Повторяю: во всем этом происшествии не было ничего чрезвычайного, за длинную жизнь у всякого найдутся впечатления, которые, если извлечь их из общей связи событий да еще взглянуть глазами ребенка, покажутся куда более удивительными. К тому же на этот случай, как и на все вообще в жизни, можно посмотреть и, как справедливо говорится, «иными глазами», и тогда окажется, что просто-напросто семеро музыкантов сошлись помузицировать тихим утром и что заплутавший щенок, их невольный, но досадливый слушатель, стал той помехой, которую они, к сожалению, тщетно попытались устранить особливо ужасной или возвышенной музыкой. Он мешал им своими вопросами, и неужели они, которым мешало уже и само его присутствие, должны были считаться с этой помехой и даже увеличивать ее, отвечая на его вопросы? И даже если закон повелевает отвечать каждому, еще вопрос, можно ли углядеть этого заслуживающего внимания каждого в ничтожном бродяжке. А может, они и не разобрали ни слова в том захлебывающемся тявке, с каким задавал он свои вопросы. Или, что также возможно, они вполне его поняли и, преодолев себя, снизошли до ответа, а он, малыш, не привыкший к музыке, не смог отличить их ответ от шума. Что же до хождения на задних лапах, то, может, они и прошлись на них в виде исключения, хотя и это предосудительно, и это грех, несомненно! Но ведь они были одни, эти семеро друзей, с глазу на глаз, почти можно сказать – в своих четырех стенах, почти можно сказать – наедине с собой, ибо друзья – это еще не общественность, а где нет общественности, там она не может появиться, если появился какой-нибудь приблудный уличный щен с его любопытной мордой, то есть в нашем случае нельзя ли считать, что ничего и не случилось? Не совсем, конечно, но почти так оно и есть; родителям же, во всяком случае, надлежит получше следить за тем, чтобы малыши больше помалкивали да почитали старших, а не болтались почем зря где ни попадя.
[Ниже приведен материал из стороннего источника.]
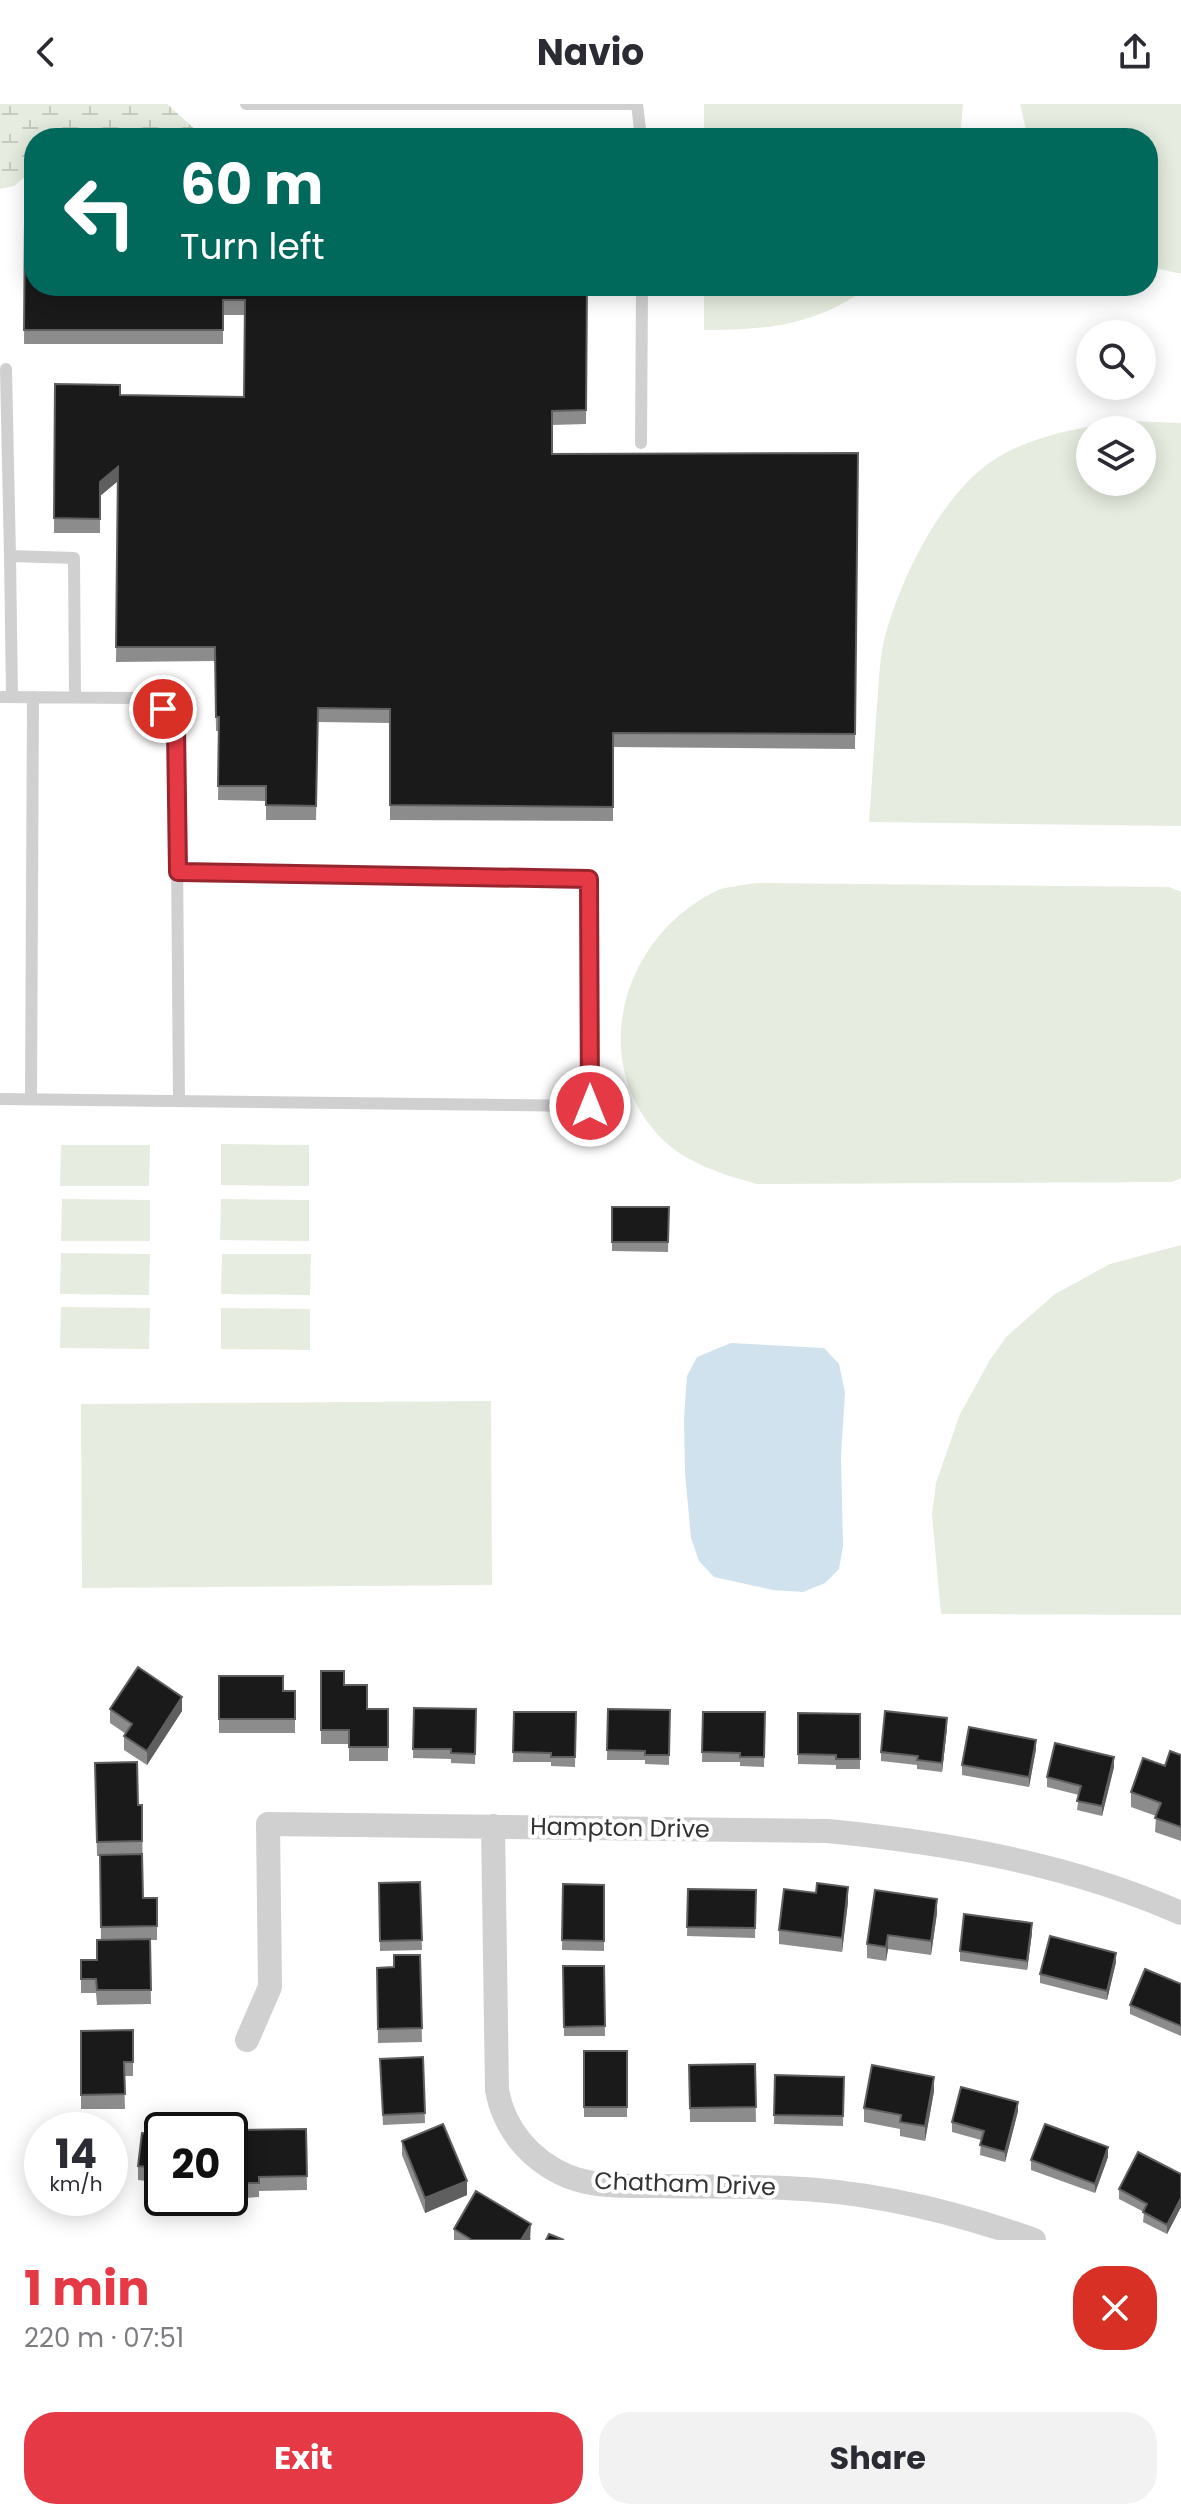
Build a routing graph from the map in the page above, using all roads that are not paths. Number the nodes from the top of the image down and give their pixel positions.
1 (637, 104) edge
2 (249, 105) edge
3 (640, 128) edge
4 (642, 296) edge
5 (6, 369) dead end
6 (641, 443) dead end
7 (10, 556) junction
8 (6, 697) edge
9 (33, 697) junction
10 (75, 697) junction
11 (178, 872) junction
12 (0, 1099) edge
13 (31, 1099) junction
14 (179, 1101) junction
15 (493, 1826) junction
16 (1181, 1913) edge
17 (247, 2040) dead end
18 (1034, 2240) edge

1 - 2 lane
1 - 3 lane
4 - 6 lane
5 - 7 lane
7 - 8 lane
7 - 10 lane
8 - 9 lane
9 - 10 lane
9 - 13 lane
10 - 11 lane
11 - 14 lane
11 - 14 lane
12 - 13 lane
13 - 14 lane
15 - 16 street, Hampton Drive
15 - 17 street, Hampton Drive
15 - 18 street, Chatham Drive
А коли так, то и инцидент исчерпан. Правда, там, где он исчерпан для взрослых, детям далеко не все еще ясно. Я не мог успокоиться, всем рассказывал и всех спрашивал, жаловался, ко всем приставал, всех пытался тащить к тому месту, где это случилось, показать, где стоял я, а где эти семеро, где и как они танцевали и музицировали, и если б кто-нибудь отправился со мной на место происшествия вместо того, чтобы отмахиваться от меня да высмеивать, я бы непременно изобразил, как все было, даже встал бы, жертвуя невинностью, на задние лапы. Что ж, ребенку каждое лыко ставят в строку, но зато все и прощают. Я же навсегда сохранил эту детскость в душе, с ней и состарился. Вот и тогда этот случай, которому, впрочем, теперь я не придаю такого значения, но тогда он долго занимал мое воображение, я со всеми его обсуждал, раскладывал по полочкам, примерял его к присутствующим в данный момент, невзирая на то, кто именно присутствовал, целиком занимаясь самим делом, которое меня, как и других, тяготило, но – и в этом была разница – которое я пытался без остатка растворить, утопить в своих исследованиях, чтобы освободить наконец душу для самой обычной, спокойной, счастливой повседневности. Точно так же, как и тогда, хотя и не столь детскими средствами, – но разница не очень-то велика, – я работал и в последующие годы моей жизни да, собственно, работаю и теперь.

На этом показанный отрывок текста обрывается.